▶ **Supplied entries**
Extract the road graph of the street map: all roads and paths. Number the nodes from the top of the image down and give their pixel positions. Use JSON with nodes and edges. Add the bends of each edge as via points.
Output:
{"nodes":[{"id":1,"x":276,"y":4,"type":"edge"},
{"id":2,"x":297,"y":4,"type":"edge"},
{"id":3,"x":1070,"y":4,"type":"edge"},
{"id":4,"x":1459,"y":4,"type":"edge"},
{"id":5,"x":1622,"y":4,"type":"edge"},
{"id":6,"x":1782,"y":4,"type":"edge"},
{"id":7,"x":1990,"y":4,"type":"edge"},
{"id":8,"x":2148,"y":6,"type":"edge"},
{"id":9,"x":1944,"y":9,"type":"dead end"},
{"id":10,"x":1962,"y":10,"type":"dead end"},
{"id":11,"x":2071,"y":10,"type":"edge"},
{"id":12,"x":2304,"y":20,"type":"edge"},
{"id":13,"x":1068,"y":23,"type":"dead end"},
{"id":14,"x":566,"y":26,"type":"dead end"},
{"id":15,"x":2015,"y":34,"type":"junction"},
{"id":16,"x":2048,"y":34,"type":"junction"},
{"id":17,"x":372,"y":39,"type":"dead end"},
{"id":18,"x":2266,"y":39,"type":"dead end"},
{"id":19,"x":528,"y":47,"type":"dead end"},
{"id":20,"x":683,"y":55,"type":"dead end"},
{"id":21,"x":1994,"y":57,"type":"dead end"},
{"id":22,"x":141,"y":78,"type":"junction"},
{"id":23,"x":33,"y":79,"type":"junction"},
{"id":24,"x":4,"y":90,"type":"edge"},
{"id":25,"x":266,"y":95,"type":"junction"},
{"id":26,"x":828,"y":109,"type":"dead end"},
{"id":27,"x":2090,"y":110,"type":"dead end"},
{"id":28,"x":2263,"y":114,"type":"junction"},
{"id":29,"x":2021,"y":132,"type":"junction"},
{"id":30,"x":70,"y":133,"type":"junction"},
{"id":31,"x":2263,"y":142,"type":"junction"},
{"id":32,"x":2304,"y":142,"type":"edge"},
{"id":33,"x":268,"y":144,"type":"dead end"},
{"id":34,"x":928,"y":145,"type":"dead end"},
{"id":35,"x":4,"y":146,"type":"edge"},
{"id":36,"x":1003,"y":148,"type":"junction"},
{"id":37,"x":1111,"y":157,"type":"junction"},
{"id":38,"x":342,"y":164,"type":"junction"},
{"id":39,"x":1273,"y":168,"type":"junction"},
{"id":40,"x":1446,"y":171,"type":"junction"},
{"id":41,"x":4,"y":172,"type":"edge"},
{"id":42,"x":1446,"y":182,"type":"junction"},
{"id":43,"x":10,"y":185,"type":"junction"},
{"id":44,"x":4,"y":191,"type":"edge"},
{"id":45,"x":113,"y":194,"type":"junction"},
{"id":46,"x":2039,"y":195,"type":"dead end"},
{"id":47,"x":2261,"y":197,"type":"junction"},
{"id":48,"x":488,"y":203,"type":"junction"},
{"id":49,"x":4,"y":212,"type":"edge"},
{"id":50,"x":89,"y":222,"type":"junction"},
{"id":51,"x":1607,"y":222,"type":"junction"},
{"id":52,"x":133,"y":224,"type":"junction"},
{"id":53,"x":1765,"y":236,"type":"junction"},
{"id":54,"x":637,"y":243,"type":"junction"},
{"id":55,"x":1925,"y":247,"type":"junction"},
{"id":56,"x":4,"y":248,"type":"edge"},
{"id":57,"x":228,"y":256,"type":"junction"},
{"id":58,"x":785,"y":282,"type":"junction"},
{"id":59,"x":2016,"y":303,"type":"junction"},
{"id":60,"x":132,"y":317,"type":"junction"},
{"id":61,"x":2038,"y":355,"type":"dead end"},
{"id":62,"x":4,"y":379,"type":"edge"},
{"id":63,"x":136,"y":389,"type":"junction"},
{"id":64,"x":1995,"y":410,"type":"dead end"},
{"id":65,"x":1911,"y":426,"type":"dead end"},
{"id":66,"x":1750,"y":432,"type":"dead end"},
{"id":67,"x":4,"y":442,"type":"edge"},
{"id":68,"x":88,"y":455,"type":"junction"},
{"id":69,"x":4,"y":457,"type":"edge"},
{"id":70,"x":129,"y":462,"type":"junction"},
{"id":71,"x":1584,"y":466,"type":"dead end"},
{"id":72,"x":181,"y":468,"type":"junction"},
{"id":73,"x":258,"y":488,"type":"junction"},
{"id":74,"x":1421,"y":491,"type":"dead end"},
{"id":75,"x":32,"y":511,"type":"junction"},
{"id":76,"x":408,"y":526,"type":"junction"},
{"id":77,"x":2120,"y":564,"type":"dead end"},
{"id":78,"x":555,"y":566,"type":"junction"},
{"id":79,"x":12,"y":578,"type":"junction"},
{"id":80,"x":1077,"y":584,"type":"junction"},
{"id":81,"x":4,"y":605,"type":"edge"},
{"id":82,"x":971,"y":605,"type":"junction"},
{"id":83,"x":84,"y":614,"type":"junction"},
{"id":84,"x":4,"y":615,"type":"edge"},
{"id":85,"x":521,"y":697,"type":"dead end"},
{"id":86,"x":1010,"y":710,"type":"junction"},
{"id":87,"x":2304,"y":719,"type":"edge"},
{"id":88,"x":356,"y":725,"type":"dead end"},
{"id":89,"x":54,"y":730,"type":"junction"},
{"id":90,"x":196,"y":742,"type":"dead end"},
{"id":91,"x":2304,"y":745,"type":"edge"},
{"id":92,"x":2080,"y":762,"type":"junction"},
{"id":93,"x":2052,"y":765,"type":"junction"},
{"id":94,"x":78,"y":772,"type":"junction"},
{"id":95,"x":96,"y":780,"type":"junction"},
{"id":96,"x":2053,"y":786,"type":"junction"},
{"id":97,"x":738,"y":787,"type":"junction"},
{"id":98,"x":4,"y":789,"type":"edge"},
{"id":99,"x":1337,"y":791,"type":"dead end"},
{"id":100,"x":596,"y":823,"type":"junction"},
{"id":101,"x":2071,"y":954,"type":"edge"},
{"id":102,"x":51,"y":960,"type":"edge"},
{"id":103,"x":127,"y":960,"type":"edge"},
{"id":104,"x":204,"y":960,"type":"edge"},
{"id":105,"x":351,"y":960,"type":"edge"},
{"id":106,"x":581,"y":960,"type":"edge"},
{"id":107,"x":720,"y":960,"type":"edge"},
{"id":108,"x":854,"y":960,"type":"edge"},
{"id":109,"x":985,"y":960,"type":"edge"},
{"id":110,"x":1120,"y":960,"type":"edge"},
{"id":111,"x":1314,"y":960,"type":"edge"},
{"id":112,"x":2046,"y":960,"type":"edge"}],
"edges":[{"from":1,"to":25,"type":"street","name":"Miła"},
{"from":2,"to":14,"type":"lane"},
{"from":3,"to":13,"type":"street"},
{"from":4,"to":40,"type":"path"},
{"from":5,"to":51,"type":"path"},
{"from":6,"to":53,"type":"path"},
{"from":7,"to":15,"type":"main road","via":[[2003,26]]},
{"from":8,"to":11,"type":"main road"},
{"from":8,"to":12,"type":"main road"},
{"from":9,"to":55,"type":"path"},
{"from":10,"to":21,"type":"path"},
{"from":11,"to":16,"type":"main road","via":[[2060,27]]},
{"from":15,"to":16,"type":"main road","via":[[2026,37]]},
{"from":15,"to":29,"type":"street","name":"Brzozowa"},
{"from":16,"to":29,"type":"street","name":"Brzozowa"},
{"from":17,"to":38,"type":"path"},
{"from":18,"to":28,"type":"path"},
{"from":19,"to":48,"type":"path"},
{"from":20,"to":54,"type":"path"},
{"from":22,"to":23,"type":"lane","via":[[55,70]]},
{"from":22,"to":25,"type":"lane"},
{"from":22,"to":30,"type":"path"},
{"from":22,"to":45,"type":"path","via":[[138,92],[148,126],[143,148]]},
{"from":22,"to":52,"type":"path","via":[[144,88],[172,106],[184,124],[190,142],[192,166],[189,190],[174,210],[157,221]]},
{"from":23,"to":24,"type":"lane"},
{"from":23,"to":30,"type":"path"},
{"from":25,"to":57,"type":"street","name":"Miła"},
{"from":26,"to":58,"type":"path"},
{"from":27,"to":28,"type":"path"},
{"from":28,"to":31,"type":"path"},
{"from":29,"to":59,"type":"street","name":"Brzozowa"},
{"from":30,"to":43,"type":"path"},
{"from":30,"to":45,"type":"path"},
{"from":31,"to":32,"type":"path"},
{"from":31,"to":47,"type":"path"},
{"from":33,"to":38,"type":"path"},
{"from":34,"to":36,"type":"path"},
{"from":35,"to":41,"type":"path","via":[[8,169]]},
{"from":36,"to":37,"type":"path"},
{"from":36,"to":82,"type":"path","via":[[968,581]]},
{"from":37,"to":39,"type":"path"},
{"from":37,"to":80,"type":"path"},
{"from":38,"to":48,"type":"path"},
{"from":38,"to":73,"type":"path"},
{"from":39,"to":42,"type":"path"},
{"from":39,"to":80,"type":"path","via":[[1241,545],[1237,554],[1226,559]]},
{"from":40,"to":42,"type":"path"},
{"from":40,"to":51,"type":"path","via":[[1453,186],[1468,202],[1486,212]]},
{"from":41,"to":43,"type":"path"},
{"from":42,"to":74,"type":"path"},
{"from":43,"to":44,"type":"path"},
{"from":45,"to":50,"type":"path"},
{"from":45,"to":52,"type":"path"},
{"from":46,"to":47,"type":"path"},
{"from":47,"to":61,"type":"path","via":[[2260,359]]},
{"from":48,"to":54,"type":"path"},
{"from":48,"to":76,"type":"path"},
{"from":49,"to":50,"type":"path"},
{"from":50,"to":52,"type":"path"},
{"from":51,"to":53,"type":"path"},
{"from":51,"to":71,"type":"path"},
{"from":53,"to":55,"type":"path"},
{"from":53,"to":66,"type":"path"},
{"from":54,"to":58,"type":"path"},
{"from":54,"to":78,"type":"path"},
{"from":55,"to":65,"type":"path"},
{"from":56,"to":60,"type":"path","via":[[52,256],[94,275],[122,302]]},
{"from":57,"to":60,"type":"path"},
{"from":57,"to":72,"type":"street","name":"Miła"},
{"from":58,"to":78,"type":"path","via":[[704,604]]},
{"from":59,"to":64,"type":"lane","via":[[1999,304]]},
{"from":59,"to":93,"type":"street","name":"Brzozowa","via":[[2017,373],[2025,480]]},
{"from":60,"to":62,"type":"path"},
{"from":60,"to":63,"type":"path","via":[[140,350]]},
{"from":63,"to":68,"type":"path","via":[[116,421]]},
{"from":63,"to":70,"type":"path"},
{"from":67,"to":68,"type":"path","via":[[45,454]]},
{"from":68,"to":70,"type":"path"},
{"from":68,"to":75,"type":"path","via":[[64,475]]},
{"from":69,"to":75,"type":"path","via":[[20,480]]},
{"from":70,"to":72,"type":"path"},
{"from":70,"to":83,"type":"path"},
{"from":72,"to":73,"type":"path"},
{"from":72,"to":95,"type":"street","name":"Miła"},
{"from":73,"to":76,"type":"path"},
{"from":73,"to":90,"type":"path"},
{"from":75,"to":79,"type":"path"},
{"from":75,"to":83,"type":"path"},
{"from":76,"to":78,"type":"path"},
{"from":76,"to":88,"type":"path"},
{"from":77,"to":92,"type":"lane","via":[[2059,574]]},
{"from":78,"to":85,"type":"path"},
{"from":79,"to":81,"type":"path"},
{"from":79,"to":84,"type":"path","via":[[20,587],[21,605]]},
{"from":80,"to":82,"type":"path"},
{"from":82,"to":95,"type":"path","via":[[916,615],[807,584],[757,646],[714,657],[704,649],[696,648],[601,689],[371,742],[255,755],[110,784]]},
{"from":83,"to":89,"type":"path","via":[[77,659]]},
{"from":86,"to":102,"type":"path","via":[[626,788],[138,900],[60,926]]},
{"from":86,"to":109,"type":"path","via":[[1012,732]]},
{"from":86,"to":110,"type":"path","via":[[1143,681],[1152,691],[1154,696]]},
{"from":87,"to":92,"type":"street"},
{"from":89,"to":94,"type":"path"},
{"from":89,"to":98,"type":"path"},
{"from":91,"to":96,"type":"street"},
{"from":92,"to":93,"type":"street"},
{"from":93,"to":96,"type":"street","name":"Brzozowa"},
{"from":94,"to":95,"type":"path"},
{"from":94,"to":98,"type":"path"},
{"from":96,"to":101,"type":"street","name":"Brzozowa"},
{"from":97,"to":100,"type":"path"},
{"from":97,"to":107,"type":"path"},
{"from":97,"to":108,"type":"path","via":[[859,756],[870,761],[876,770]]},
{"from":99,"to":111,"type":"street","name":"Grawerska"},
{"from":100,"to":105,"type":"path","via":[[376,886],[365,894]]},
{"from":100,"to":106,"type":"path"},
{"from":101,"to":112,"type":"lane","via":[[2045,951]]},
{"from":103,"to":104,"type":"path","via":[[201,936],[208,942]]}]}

▶ **Assignment**
Check the lines above and copy each one that includes "Brzozowa".

▶ **Exercise answer**
{"from":15,"to":29,"type":"street","name":"Brzozowa"},
{"from":16,"to":29,"type":"street","name":"Brzozowa"},
{"from":29,"to":59,"type":"street","name":"Brzozowa"},
{"from":59,"to":93,"type":"street","name":"Brzozowa","via":[[2017,373],[2025,480]]},
{"from":93,"to":96,"type":"street","name":"Brzozowa"},
{"from":96,"to":101,"type":"street","name":"Brzozowa"},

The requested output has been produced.